Не воля и совесть вершат ныне судьбы людские, а руки. Теперь судьбы, как вещи, легко переходят и так же теряются запросто – вещи случайные, в чьих-то руках. Она б не пустила Аленку, да он бы не понял. И не отдала бы его, никому – и Аленке… Но, если его: «Окруженца», больного, калеку, могли и не тронуть, могли бы… Да он ведь таким не считался. Он был «Окруженцем» давно, в первый год войны, а теперь – партизан. А это уже приговор!
На обратном пути, без тележки, без сына, провожал маму ветер. Сын теперь на другом берегу. «Не отдам! Только Вам, тетя Лена, отдам если надо. И даже не трону…» – не слушала б мама, да могла ли забыть самолеты? Когтистые, черные коршуны, воронье!
***
Ветер выстуживал дождевые струи, гоня их потоком, не вниз, а вглубь – в лицо. Они вымывали соленый, горючий привкус из маминых глаз, и катились к земле.
Аленка
Аленке всего семнадцать, а вдруг она, мудростью седой Изергиль, поняла: до войны не боялись счастья! В голову такое прийти не могло. А теперь боялись… Пряча, с оглядкой, сало, немного муки, самогона пол-литра, которые, ей повезло – наменяла, отдав стеклорез и линейку Андреича, Аленка тяжелым пятном на спине, ощутила чужой, нездоровый взгляд. Это смотрел Осип Палыч, начальник полиции.

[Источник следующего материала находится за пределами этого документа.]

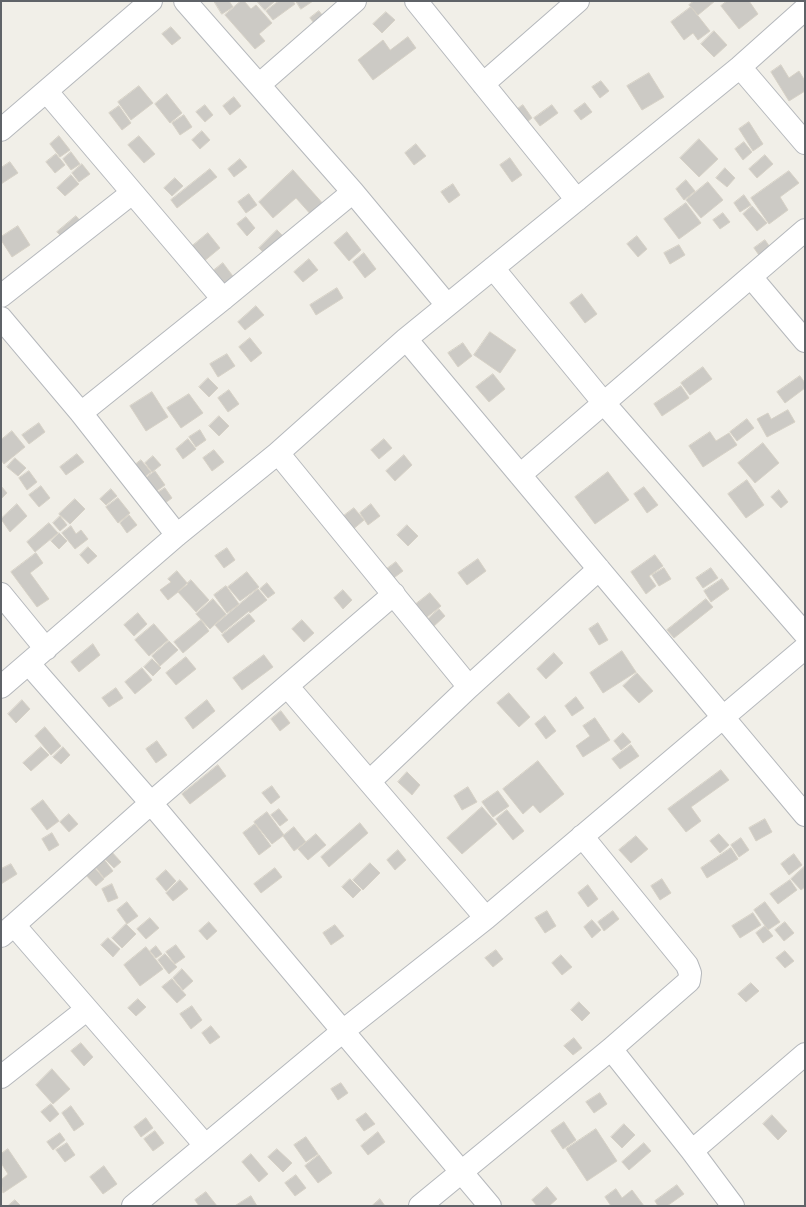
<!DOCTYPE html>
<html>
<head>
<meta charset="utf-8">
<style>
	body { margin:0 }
	#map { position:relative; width:806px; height:1207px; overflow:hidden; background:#f1efe8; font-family:Karla,sans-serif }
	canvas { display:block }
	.frame { position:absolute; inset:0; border:2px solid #5f6368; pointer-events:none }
</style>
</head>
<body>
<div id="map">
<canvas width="806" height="1207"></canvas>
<div class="frame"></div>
</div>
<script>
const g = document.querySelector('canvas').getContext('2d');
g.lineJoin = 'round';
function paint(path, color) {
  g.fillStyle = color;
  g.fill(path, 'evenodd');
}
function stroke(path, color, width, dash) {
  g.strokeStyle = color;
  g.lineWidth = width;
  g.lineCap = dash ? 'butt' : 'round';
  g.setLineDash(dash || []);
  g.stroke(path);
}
const building = new Path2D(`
	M214 1H229L233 7 222 14Z
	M241 1H244L251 9 256 5 272 23 259 34 265 41 255 49 225 15Z
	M257 1H275L265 10Z
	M279 1H293L295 4 273 20 266 11Z
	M296 1H313L301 9Z
	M694 1H715L698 15 689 5Z
	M727 1H749L758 14 739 29 721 6Z
	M691 7 710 31 698 40 693 33 684 40 671 22Z
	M319 11 327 21 318 28 310 18Z
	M386 12 395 20 382 33 373 24Z
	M171 27 181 38 172 45 162 34Z
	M714 31 727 45 714 57 701 44Z
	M408 37 416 48 373 80 358 60 383 40 390 50Z
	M781 65 789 78 799 71 805 81V91L789 101 771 72Z
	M649 73 664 97 642 110 627 86Z
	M601 81 609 91 600 98 592 87Z
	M139 86 153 103 131 120 118 102Z
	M167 94 182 113 170 123 155 104Z
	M234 97 241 106 230 115 223 106Z
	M585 103 592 112 581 120 574 111Z
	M205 105 213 115 205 122 196 112Z
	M523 105 532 118 522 126 512 113Z
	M552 105 558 113 540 126 534 118Z
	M119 106 131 123 122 130 109 113Z
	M184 115 192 127 180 135 172 123Z
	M749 122 763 144 753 151 739 129Z
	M202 131 210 140 200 149 192 140Z
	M59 136 70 150 60 157 50 144Z
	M139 136 155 154 144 163 128 145Z
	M699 139 718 159 699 177 680 158Z
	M744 142 752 152 743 160 735 149Z
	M416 144 426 156 414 165 405 153Z
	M71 152 80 164 71 170 63 159Z
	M56 154 65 165 55 173 46 162Z
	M765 155 773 164 757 178 749 169Z
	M510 158 522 175 512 182 500 165Z
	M240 159 247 167 234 177 228 169Z
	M10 162 18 173 1 184V168Z
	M82 164 90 174 79 182 72 173Z
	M725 168 735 178 727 187 716 178Z
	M210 169 217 177 177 208 171 200Z
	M293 170 325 206 313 217 296 198 273 218 259 202Z
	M789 171 799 183 780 197 788 210 769 224 751 198Z
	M71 175 79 184 65 196 57 188Z
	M175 178 183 186 172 196 164 188Z
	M686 180 695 191 684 200 676 189Z
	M708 182 723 200 701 218 686 200Z
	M453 184 460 195 449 203 441 192Z
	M249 194 257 205 246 213 238 202Z
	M744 195 751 205 740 212 734 203Z
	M686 203 701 223 679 239 664 219Z
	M752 206 767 223 757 231 743 214Z
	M723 213 730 222 720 229 713 220Z
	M76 216 83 224 65 240 57 232Z
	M246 217 255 228 247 236 237 224Z
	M18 226 30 245 12 257 1 240V237Z
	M277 230 285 238 267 256 259 248Z
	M347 232 361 250 349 261 334 243Z
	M208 233 220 248 203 262 191 247Z
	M637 236 647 249 638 257 627 244Z
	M765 240 772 250 761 258 754 248Z
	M679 245 685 255 670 264 664 253Z
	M364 253 376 269 365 278 353 262Z
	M309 259 318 270 303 282 294 272Z
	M223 263 235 279 225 287 213 271Z
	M337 288 343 298 316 315 310 305Z
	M582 294 597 314 585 323 570 303Z
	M256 306 264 315 245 330 238 322Z
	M490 332 516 350 500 373 474 355Z
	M250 338 262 353 251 362 239 347Z
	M463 343 472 356 458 367 448 353Z
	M227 354 235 366 218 377 210 364Z
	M703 367 712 379 690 395 681 383Z
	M493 374 505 389 489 402 476 387Z
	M800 376 805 383V388L785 403 777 392Z
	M208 378 218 388 209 397 199 387Z
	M681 386 689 398 662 416 654 404Z
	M229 390 239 404 228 412 218 398Z
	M152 392 168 417 146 431 130 406Z
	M189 394 203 413 181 428 167 408Z
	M788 410 795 422 767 437 757 419 768 413 771 419Z
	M219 416 229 426 219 436 209 426Z
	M747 419 754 428 737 441 730 432Z
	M39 423 45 432 29 444 22 435Z
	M200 430 206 440 196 447 189 437Z
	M12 431 25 447 4 464 1 460V440Z
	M710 432 716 441 729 433 737 445 703 467 689 446Z
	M188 439 196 449 183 459 176 449Z
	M384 439 392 448 379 459 371 450Z
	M763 443 779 463 755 483 738 463Z
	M214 450 224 462 212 471 203 458Z
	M77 454 84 462 66 475 60 467Z
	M404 455 412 465 395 481 386 471Z
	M153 456 161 465 152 472 145 463Z
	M15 458 26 468 18 476 7 467Z
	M141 460 151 472 139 481 130 469Z
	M29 471 37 482 27 490 19 478Z
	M155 471 165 485 150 496 140 482Z
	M608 472 629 500 595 524 575 497Z
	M747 480 764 505 746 518 728 494Z
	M1 486 7 493 1 499Z
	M41 486 50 498 39 507 29 495Z
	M644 487 658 505 647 513 634 494Z
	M165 488 172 498 161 506 154 495Z
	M111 489 117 496 106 505 100 499Z
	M779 490 788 502 781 508 771 497Z
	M118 498 130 513 118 523 106 507Z
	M75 499 85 509 70 524 59 514Z
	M17 504 27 516 10 532 1 519Z
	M371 504 380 516 368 525 360 513Z
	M354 508 364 520 351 531 341 518Z
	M129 515 137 525 127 533 120 523Z
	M60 516 67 525 60 531 53 523Z
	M49 523 58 533 35 552 27 542Z
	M407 525 418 536 408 546 397 535Z
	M71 526 76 534 81 530 88 539 75 549 62 533Z
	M59 533 67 541 59 549 51 541Z
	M88 547 97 556 88 564 80 555Z
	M227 548 235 560 224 568 215 556Z
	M36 553 43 563 30 573 49 599 37 607 11 572Z
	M655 555 663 566 649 576 656 586 646 594 631 572Z
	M478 559 486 571 467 585 458 573Z
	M396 562 403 571 391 580 384 571Z
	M664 568 671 579 659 586 652 575Z
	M711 568 718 578 703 588 696 578Z
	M177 571 188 584 168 600 160 590 171 582 168 579Z
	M247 572 259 587 240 601 228 587Z
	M722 579 729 589 711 602 704 591Z
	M191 580 209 600 196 612 178 592Z
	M267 583 275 593 268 598 260 589Z
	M226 586 239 604 227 613 214 595Z
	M258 589 267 600 250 613 249 611 222 633 215 625Z
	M343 590 352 600 343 609 334 598Z
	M430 593 441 606 427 617 416 604Z
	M213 599 226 614 210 629 196 614Z
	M706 599 713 607 674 638 667 630Z
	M439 609 445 616 433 627 427 620Z
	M138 613 147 624 134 636 124 625Z
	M249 614 255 621 228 643 222 635Z
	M201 620 209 631 183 653 174 642Z
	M302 620 314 633 304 642 292 629Z
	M598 623 608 640 599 645 589 629Z
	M154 624 168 640 149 656 135 640Z
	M169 641 178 650 160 666 152 656Z
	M93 644 100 655 79 672 71 662Z
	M622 651 636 672 603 693 590 673Z
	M554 653 563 663 546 679 537 669Z
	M264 655 273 667 242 690 233 678Z
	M186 657 196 669 176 685 166 673Z
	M152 659 161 668 153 676 144 667Z
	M142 668 152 680 135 694 125 682Z
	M637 673 653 691 639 703 623 686Z
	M116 688 123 698 109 707 102 698Z
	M509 693 530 717 519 727 497 703Z
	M576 697 584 708 572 716 565 706Z
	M22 700 30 709 16 723 8 714Z
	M207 700 215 711 193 729 185 718Z
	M281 711 290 723 280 731 271 719Z
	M545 716 556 731 546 739 535 724Z
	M595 718 610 740 583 757 576 746 590 736 583 726Z
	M45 727 61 746 51 755 35 736Z
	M623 733 631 742 621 750 614 741Z
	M157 741 167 755 156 763 146 749Z
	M631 745 639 756 620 769 612 759Z
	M41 747 49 755 31 771 23 763Z
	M63 747 70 755 61 764 53 757Z
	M538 761 564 794 540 813 533 805 523 814 503 789Z
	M218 765 226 776 190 804 182 794Z
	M721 770 729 780 691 807 701 821 686 832 668 809Z
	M407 772 420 785 412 795 398 782Z
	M272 786 280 797 271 804 262 793Z
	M468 787 477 802 462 810 454 796Z
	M498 791 509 806 493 817 482 802Z
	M43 800 59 821 47 830 31 809Z
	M482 807 497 824 462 854 447 838Z
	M279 809 288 820 280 826 271 815Z
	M507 810 524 831 513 840 496 819Z
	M267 812 284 835 272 844 254 822Z
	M69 814 78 824 69 832 60 822Z
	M765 819 772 832 756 841 749 828Z
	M360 823 368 833 329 867 321 857Z
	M255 824 271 846 259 855 243 833Z
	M294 827 306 842 294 851 283 836Z
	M52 833 59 845 49 851 42 839Z
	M316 834 326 845 308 860 298 849Z
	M719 834 729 845 720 853 710 841Z
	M636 836 648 849 631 863 619 850Z
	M741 838 749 850 739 857 731 845Z
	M731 848 738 859 707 878 701 868Z
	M110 850 121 862 114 868 103 857Z
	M398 850 406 860 395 870 387 860Z
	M794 854 802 865 789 875 781 864Z
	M103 858 113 871 104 878 94 865Z
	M370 863 380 873 363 890 353 880Z
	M11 864 17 874 1 884V869Z
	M94 867 104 879 96 886 85 874Z
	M804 867 805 887 801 890 791 879Z
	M275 868 282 877 261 893 254 884Z
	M166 870 176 881 166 891 156 879Z
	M350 879 361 890 353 898 342 887Z
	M662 879 671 893 660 900 651 886Z
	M180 880 188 889 173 901 166 893Z
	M790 880 797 890 778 904 770 894Z
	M112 884 118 898 108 902 102 889Z
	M588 885 598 899 588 907 578 893Z
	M127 902 138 916 127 924 117 910Z
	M765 902 780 922 768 930 754 910Z
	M547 911 556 926 545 933 535 918Z
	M613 911 619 919 604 931 598 922Z
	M753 913 761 925 740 938 732 926Z
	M150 918 159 928 146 939 137 929Z
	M592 920 601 930 592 938 584 927Z
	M209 922 217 931 207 940 199 931Z
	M785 922 794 933 784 941 775 930Z
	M126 924 136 934 122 948 112 938Z
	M335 925 344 936 331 945 323 933Z
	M765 926 773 936 763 943 756 933Z
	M108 938 120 949 113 957 101 945Z
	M176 945 185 957 175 964 166 952Z
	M156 946 162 954 156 958 150 951Z
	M146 947 163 969 140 986 124 965Z
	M496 950 503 959 493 967 485 958Z
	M785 951 794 961 785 968 776 958Z
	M165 954 177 967 169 974 158 960Z
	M561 955 572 967 562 975 552 963Z
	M182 969 193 981 183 990 173 978Z
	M172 979 186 995 177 1003 162 987Z
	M751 983 759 991 746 1002 738 994Z
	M138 999 146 1007 136 1016 128 1008Z
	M579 1002 590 1013 582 1021 571 1010Z
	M192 1006 202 1020 191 1029 180 1014Z
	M211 1026 220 1037 210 1044 202 1033Z
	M574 1038 582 1048 573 1055 564 1046Z
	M81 1043 93 1057 84 1066 71 1051Z
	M52 1069 70 1089 53 1104 36 1085Z
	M341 1083 348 1093 338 1100 331 1089Z
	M600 1093 607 1104 594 1113 586 1102Z
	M51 1104 59 1114 50 1122 41 1112Z
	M71 1106 84 1124 74 1131 62 1113Z
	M366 1113 375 1124 364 1131 356 1120Z
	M772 1115 787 1131 778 1140 763 1124Z
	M146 1118 153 1128 141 1137 134 1127Z
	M564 1122 576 1140 563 1149 551 1131Z
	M624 1124 635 1135 622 1148 611 1137Z
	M596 1129 617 1161 587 1181 566 1149Z
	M155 1131 164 1143 153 1151 144 1139Z
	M378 1132 385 1142 368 1155 361 1146Z
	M60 1133 65 1140 53 1150 47 1142Z
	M306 1137 318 1154 306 1162 294 1145Z
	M67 1143 75 1155 65 1162 56 1150Z
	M644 1143 651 1151 629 1170 622 1162Z
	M8 1149 27 1177 3 1193 1 1180 8 1174 1 1163V1154Z
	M277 1149 292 1163 283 1172 268 1157Z
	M251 1154 268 1174 259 1182 242 1162Z
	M319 1155 332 1173 318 1183 305 1166Z
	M104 1166 117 1184 103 1194 90 1177Z
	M296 1175 306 1188 295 1196 285 1183Z
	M677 1185 684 1194 667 1206H658L655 1201Z
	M547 1187 557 1199 549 1206H537L532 1200Z
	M616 1189 622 1198 632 1190 644 1206H611L605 1197Z
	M206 1192 217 1206H199L195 1200Z
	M251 1196 257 1206H235Z
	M380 1199 385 1206H372Z
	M15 1200 21 1206H8Z`);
const minor = new Path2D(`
	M185 1 353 192 447 305
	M416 1 577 200
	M740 67 805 143
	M260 84 355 1
	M483 84 578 1
	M47 92 223 299
	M1 130 151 1
	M493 268 603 402 805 634
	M751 277 805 341
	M1 296 132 193
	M1 318 81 413 177 535
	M406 339 805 815
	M81 413 223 299 353 192
	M278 453 469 687
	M520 475 805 230
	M1 594 46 649
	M29 664 151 803 490 1206
	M1 687 177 535 278 453 406 339 740 67 805 9
	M288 687 486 918
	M370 781 469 687 599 569
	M14 925 151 803 394 594
	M1 936 14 925 205 1145
	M611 1049 692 1151 733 1206
	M1 1077 86 1010
	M692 1151 805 1054
	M133 1206 343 1031 486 918 805 648
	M420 1206 611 1049 689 981 690 973 687 965 582 836`);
paint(building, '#cccac5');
stroke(building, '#d6d1c6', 1);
stroke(minor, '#b5b8bc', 24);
stroke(minor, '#fff', 22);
</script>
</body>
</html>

«Махорку, наверное, варит… – видела желтые пальца Алены торговка. – Зачем, – неизвестно: теперь ведь и черта поварят – чтоб выжить! Но пальцы – чего будут желтыми? Не от махорки?»
Но хмурился Палыч – каким-то чутьем уловила Аленка – не потому, что увидел ее пожелтевшие пальцы…
«А зачем это ей?» – оценил он закупку. Семья Воронцовых, с последним составом ушла на восток, но эшелон угодил под бомбежку. Аленка вернулась обратно в Ржавлинку, одна…
Не понял Аленку начальник полиции. Он же не знал, что война, отобравшая всё, не доглядела вдруг, и попала случайно в Аленкины руки краюшка счастья. За неё было страшно Аленке…
«Нравилась же, пигалюшка, сыну…» – подумал начальник полиции. Перед войной, в выпускных это было, да так и прошло, бесполезно. Теперь – пигалюшка такая же, ростиком так же – подмышки. К чему она – думать о ней? Но: сало, мука – даже это понятно – не воздухом птичке питаться. Но – Аленка брала самогон… Не понял ее Осип Палыч. Не нравилось это…
***
– Слышь, Воронцову сегодня видел…
– Угу, – буркнул сын.
– Не забыл? Вижу – нет! Ты, хоть теперь-то её потрепал, по холке?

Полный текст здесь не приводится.